Pourquoi je pose cette question ? Récemment, il a été rapporté que des membres du nouveau laboratoire TUMO réalisent des scans 3D de monuments et ont déjà scanné beaucoup de choses dans les territoires qui sont de nos jours occupés. Peut-être auront-ils un musée virtuel où l’on pourra « entrer » dans un temple où l’on ne peut plus aller. Je me suis immédiatement interrogé : pourquoi ne font-ils pas un jeu ? C’est comme si l’Arménie avait une approche conservatrice qui divise tout en noir et blanc : le jeu n’est pas sérieux, tandis que la culture l’est. Et si vous faites quelque chose pour la culture, ce ne doit pas être un jeu.

— Je pense que ce qu’ils ont fait est une cause sacrée. L’essentiel est que ces scans 3D soient stockés quelque part. Car développer un jeu ne consiste pas seulement à créer des modèles et à les charger sur un niveau. Il s’agit d’une tâche complexe : faire en sorte que tout fonctionne correctement, que tout soit beau et qu’il s’agisse d’un jeu, et non d’un film ou d’un simple monde virtuel. De nos jours, la création de jeux est un processus très complexe et gourmand en ressources. Ce n’est pas moins compliqué que de créer un film, mais ce n’est pas moins efficace.

Les remparts de la forteresse dAni.

Il s’avère qu’en Arménie, on n’aime pas résoudre les problèmes complexes ?

— Je n’ai pas dit cela. Je ne sais pas quel est l’objectif exact du projet TUMO, mais avec son aide, des personnes ont recueilli des informations importantes, et c’est déjà bien. 

Et comment résoudre un problème complexe ? Qui sont les spécialistes qui devraient faire partie de l’équipe chargée de la création d’un jeu ?

— Notre équipe se compose de cinq départements conventionnels. L’équipe de recherche est la première à se mettre au travail – des gens qui font des recherches sur l’histoire, l’art, l’architecture, c’est-à-dire tout ce dont nous pourrions avoir besoin. Ensuite, nous avons une équipe d’artistes conceptuels qui interprètent le monde. Le gros problème d’Ani est que l’architecture civile a été complètement détruite par les raids ennemis constants et les tremblements de terre. L’équipe 3D crée ensuite les détails de l’intérieur, l’architecture, les armes, les armures et le personnage lui-même. Les équipes chargées du scénario et de la conception du jeu travaillent séparément. J’ai un partenaire, Ruben, qui s’occupe en partie de la conception du jeu et du code, et nous avons également un excellent chef de projet avec lequel nous structurons et organisons le processus.

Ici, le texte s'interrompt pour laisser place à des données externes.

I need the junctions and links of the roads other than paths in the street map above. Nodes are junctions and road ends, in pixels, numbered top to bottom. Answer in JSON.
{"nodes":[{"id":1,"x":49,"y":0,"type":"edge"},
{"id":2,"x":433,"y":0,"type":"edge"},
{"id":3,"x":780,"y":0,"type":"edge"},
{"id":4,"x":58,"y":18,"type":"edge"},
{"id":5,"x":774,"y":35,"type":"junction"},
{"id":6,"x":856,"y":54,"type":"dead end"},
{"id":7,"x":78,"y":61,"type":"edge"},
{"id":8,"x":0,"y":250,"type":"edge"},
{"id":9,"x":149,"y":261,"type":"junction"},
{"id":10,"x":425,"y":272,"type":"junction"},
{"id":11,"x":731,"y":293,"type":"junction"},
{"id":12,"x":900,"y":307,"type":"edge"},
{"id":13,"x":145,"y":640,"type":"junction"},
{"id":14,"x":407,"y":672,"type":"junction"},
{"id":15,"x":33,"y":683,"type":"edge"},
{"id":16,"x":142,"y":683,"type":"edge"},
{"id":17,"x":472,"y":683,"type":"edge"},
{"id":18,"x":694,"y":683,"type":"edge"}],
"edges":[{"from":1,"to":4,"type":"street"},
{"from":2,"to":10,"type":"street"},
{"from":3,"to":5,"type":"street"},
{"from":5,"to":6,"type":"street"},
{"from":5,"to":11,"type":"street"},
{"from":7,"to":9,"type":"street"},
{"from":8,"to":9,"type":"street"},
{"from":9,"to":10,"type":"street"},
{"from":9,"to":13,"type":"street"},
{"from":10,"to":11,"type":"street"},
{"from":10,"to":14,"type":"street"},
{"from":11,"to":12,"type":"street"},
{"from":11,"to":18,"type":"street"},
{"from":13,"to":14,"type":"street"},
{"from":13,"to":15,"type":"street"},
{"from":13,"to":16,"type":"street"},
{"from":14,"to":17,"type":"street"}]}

Si le succès de ce jeu « monte en flèche », accepterez-vous d’en réaliser de nouveaux ?

— Bien sûr ! D’ailleurs, nous sommes déjà en train d’enregistrer un studio.

Vous allez donc continuer à le faire ?

— Je l’espère. Ce serait formidable de faire quelque chose qui profite à votre pays tout en vous amusant.

Des idées pour les prochains jeux ?

— L’histoire arménienne est riche et intéressante. Toutefois, l’essentiel est maintenant de se concentrer sur une histoire très intéressante dans un cadre très intéressant.


[1] Jan, de l’arménien « ջան », est considéré comme l’équivalent du terme affectif de « cher » (en français), ou encore « dear » (en anglais).